Backend Connection Errors occur when the ELB cannot connect to your registered hosts, and its value includes errors encountered when doing health checks, and can exceed the number of requests since connections are retried.
Latency measures the amount of time it takes your backend instances to process a request. Latency can be used to measure your application’s performance but it also tends to vary widely from one request to another.
The Surge Queue is the number of connections to an ELB that are waiting to be sent to a healthy host. An absolute limit of 1024 connections is imposed by AWS, after which connections to your ELB will be rejected. Blue Matador monitors the size of your suge queue against this limit so you can avoid dropping connections.
Correlating ELB Events
ELB events can easily be correlated with the other events generated by Blue Matador by using the TImeline. The Timeline page shows all of the events in your account in chronological order. Events are enriched with metadata, assigned a severity of Alert, Warning, or Anomaly, and can be filtered by any property on the event.

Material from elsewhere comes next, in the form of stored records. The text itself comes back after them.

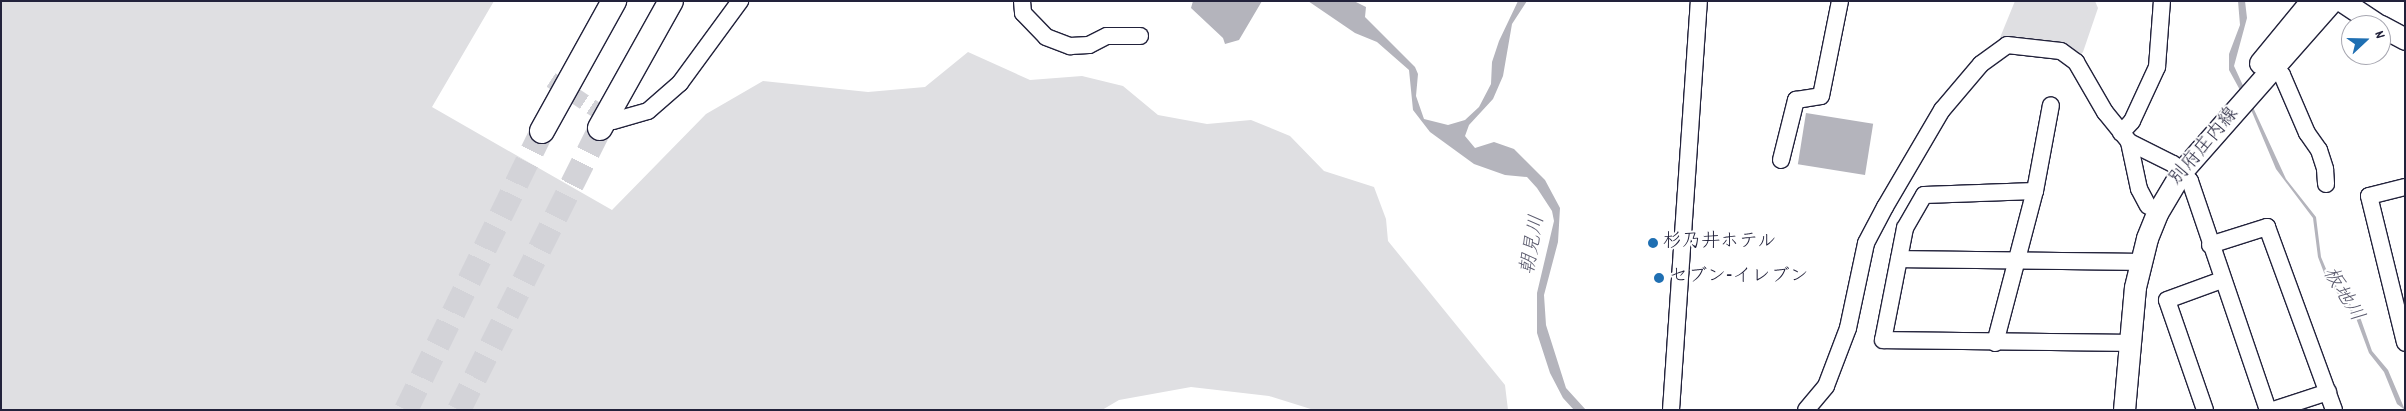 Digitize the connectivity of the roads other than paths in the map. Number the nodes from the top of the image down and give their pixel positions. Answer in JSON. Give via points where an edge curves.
{"nodes":[{"id":1,"x":614,"y":1,"type":"edge"},
{"id":2,"x":671,"y":1,"type":"edge"},
{"id":3,"x":740,"y":1,"type":"edge"},
{"id":4,"x":1022,"y":1,"type":"edge"},
{"id":5,"x":1700,"y":1,"type":"edge"},
{"id":6,"x":1840,"y":1,"type":"edge"},
{"id":7,"x":2162,"y":1,"type":"edge"},
{"id":8,"x":2311,"y":1,"type":"edge"},
{"id":9,"x":2332,"y":1,"type":"edge"},
{"id":10,"x":2342,"y":1,"type":"edge"},
{"id":11,"x":2363,"y":15,"type":"edge"},
{"id":12,"x":2391,"y":32,"type":"edge"},
{"id":13,"x":1140,"y":36,"type":"dead end"},
{"id":14,"x":2405,"y":39,"type":"edge"},
{"id":15,"x":2269,"y":64,"type":"junction"},
{"id":16,"x":2052,"y":105,"type":"dead end"},
{"id":17,"x":607,"y":124,"type":"joint"},
{"id":18,"x":542,"y":131,"type":"tunnel mouth"},
{"id":19,"x":2125,"y":138,"type":"junction"},
{"id":20,"x":1781,"y":160,"type":"dead end"},
{"id":21,"x":2178,"y":167,"type":"junction"},
{"id":22,"x":2326,"y":184,"type":"dead end"},
{"id":23,"x":2405,"y":187,"type":"edge"},
{"id":24,"x":2035,"y":191,"type":"junction"},
{"id":25,"x":2148,"y":206,"type":"junction"},
{"id":26,"x":2210,"y":245,"type":"junction"},
{"id":27,"x":1899,"y":259,"type":"junction"},
{"id":28,"x":2018,"y":259,"type":"junction"},
{"id":29,"x":2134,"y":262,"type":"junction"},
{"id":30,"x":2222,"y":280,"type":"junction"},
{"id":31,"x":1995,"y":343,"type":"junction"},
{"id":32,"x":2125,"y":343,"type":"junction"},
{"id":33,"x":2405,"y":343,"type":"edge"},
{"id":34,"x":2328,"y":392,"type":"junction"},
{"id":35,"x":1671,"y":410,"type":"edge"},
{"id":36,"x":1806,"y":410,"type":"edge"},
{"id":37,"x":2114,"y":410,"type":"edge"},
{"id":38,"x":2124,"y":410,"type":"edge"},
{"id":39,"x":2206,"y":410,"type":"edge"},
{"id":40,"x":2268,"y":410,"type":"edge"},
{"id":41,"x":2273,"y":410,"type":"edge"},
{"id":42,"x":2334,"y":410,"type":"edge"}],
"edges":[{"from":1,"to":18,"type":"highway"},
{"from":2,"to":17,"type":"highway"},
{"from":3,"to":17,"type":"street","via":[[680,83],[648,110]]},
{"from":4,"to":13,"type":"street","via":[[1023,13],[1046,37],[1070,46],[1089,45],[1107,36]]},
{"from":5,"to":35,"type":"street"},
{"from":6,"to":20,"type":"street","via":[[1821,96],[1796,100]]},
{"from":7,"to":19,"type":"street","via":[[2153,79]]},
{"from":8,"to":15,"type":"main road","name":"別府庄内線"},
{"from":9,"to":15,"type":"main road","name":"別府庄内線"},
{"from":10,"to":11,"type":"main road"},
{"from":12,"to":14,"type":"main road"},
{"from":15,"to":21,"type":"main road","name":"別府庄内線"},
{"from":15,"to":22,"type":"street","via":[[2282,75],[2307,133],[2319,150],[2326,169]]},
{"from":16,"to":24,"type":"street"},
{"from":19,"to":21,"type":"street"},
{"from":19,"to":25,"type":"street","via":[[2139,189]]},
{"from":19,"to":36,"type":"street","via":[[2105,112],[2076,62],[2061,51],[2007,45],[1981,64],[1942,110],[1866,243],[1848,328],[1826,386]]},
{"from":21,"to":25,"type":"main road","name":"別府庄内線"},
{"from":21,"to":26,"type":"street","via":[[2190,181]]},
{"from":21,"to":29,"type":"main road","name":"別府庄内線"},
{"from":23,"to":33,"type":"street","via":[[2370,196]]},
{"from":24,"to":27,"type":"street","via":[[1924,195],[1905,228]]},
{"from":24,"to":28,"type":"street"},
{"from":25,"to":29,"type":"main road","name":"別府庄内線"},
{"from":26,"to":30,"type":"street"},
{"from":26,"to":34,"type":"street","via":[[2267,227]]},
{"from":27,"to":28,"type":"street"},
{"from":27,"to":31,"type":"street","via":[[1883,340]]},
{"from":28,"to":29,"type":"street"},
{"from":28,"to":31,"type":"street"},
{"from":29,"to":32,"type":"main road","name":"別府庄内線"},
{"from":30,"to":39,"type":"street","via":[[2167,300]]},
{"from":30,"to":40,"type":"street"},
{"from":31,"to":32,"type":"street"},
{"from":32,"to":37,"type":"main road","name":"別府庄内線"},
{"from":32,"to":38,"type":"main road","name":"別府庄内線"},
{"from":34,"to":41,"type":"street"},
{"from":34,"to":42,"type":"street"}]}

With all your events viewable in a single pane, you can correlate your ELB issues to EC2, Lambda, and other events to quickly perform root cause analysis.
We’ve gone over how to set up Blue Matador to monitor your Classic Elastic Load Balancers, what kinds of events Blue Matador automatically configures and maintains, and how these events can be used to troubleshoot your entire system.
In addition to our automated alerts for ELB, Blue Matador automatically creates alerts for other AWS services like Lambda, RDS, EC2, and more. In fact, Blue Matador has hundreds of alerts for AWS and Kubernetes that are automatically set up and dynamically maintained taking the time and toil out of monitoring.